The columns contained in the data are as follows:
- ID: A unique identifier for the laptop.
- Company: The name of the company that produces the laptop.
- Product: The name of the laptop.
- TypeName: The type of laptop.
- Inches: The size of the screen in inches.
- ScreenResolution: The resolution of the screen.
- CPU: The laptop CPU.
- RAM: The amount of RAM in the laptop.
- Memory: The size of the hard drive.
- GPU: The graphics card name.
- OpSys: The name of the operating system.
- Weight: The laptop weight.
- Price: The price of the laptop.

In [2]:
# importing csv module
import csv

# reading dataset into jupyter
with open('laptops.csv') as file:
    data = list(csv.reader(file))
    
# printing first few rows
for row in data[:5]:
    print(row,'\n')

['Id', 'Company', 'Product', 'TypeName', 'Inches', 'ScreenResolution', 'Cpu', 'Ram', 'Memory', 'Gpu', 'OpSys', 'Weight', 'Price'] 

['6571244', 'Apple', 'MacBook Pro', 'Ultrabook', '13.3', 'IPS Panel Retina Display 2560x1600', 'Intel Core i5 2.3GHz', '8GB', '128GB SSD', 'Intel Iris Plus Graphics 640', 'macOS', '1.37kg', '1339'] 

['7287764', 'Apple', 'Macbook Air', 'Ultrabook', '13.3', '1440x900', 'Intel Core i5 1.8GHz', '8GB', '128GB Flash Storage', 'Intel HD Graphics 6000', 'macOS', '1.34kg', '898'] 

['3362737', 'HP', '250 G6', 'Notebook', '15.6', 'Full HD 1920x1080', 'Intel Core i5 7200U 2.5GHz', '8GB', '256GB SSD', 'Intel HD Graphics 620', 'No OS', '1.86kg', '575'] 

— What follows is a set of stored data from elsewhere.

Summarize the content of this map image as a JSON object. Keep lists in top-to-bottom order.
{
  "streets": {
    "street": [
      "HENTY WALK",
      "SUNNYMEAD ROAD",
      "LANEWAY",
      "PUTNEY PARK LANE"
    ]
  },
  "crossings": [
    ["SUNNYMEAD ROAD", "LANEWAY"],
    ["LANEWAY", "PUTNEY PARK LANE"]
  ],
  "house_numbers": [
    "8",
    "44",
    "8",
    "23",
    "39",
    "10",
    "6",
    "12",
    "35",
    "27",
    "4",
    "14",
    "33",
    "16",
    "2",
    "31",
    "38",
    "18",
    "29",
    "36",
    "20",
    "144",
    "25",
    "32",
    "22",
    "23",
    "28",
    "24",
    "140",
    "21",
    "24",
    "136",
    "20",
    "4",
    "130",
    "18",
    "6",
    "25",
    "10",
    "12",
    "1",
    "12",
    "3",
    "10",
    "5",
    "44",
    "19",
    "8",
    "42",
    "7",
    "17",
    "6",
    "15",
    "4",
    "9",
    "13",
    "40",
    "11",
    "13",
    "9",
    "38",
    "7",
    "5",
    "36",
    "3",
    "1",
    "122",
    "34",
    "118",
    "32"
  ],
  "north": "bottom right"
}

['9722156', 'Apple', 'MacBook Pro', 'Ultrabook', '15.4', 'IPS Panel Retina Display 2880x1800', 'Intel Core i7 2.7GHz', '16GB', '512GB SSD', 'AMD Radeon Pro 455', 'macOS', '1.83kg', '2537'] 



In [9]:
# assigning header and rest of data to 'data'
header = data[0]
data = data[1:]

header

['Id',
 'Company',
 'Product',
 'TypeName',
 'Inches',
 'ScreenResolution',
 'Cpu',
 'Ram',
 'Memory',
 'Gpu',
 'OpSys',
 'Weight',
 'Price']

## Creating Inventory Class

The first thing we will do in this project is create a new class for inventory.  We will be updating our class definition as we need throughout the project.

In [10]:
# creating class inventory to represent our laptops in stock
class Inventory():
    def __init__(self, csv_filename):
        with open('laptops.csv') as file:
            data = list(csv.reader(file))
            self.header = data[0]
            self.rows = data[1:]
            
            # converting price column to integers
            for row in self.rows:
                price = row[-1]
                row[-1] = int(price)
                
                
# testing class
start_inv = Inventory('laptops.csv')

start_inv.header

['Id',
 'Company',
 'Product',
 'TypeName',
 'Inches',
 'ScreenResolution',
 'Cpu',
 'Ram',
 'Memory',
 'Gpu',
 'OpSys',
 'Weight',
 'Price']

In [11]:
for row in start_inv.rows[:5]:
    print(row,'\n')

['6571244', 'Apple', 'MacBook Pro', 'Ultrabook', '13.3', 'IPS Panel Retina Display 2560x1600', 'Intel Core i5 2.3GHz', '8GB', '128GB SSD', 'Intel Iris Plus Graphics 640', 'macOS', '1.37kg', 1339] 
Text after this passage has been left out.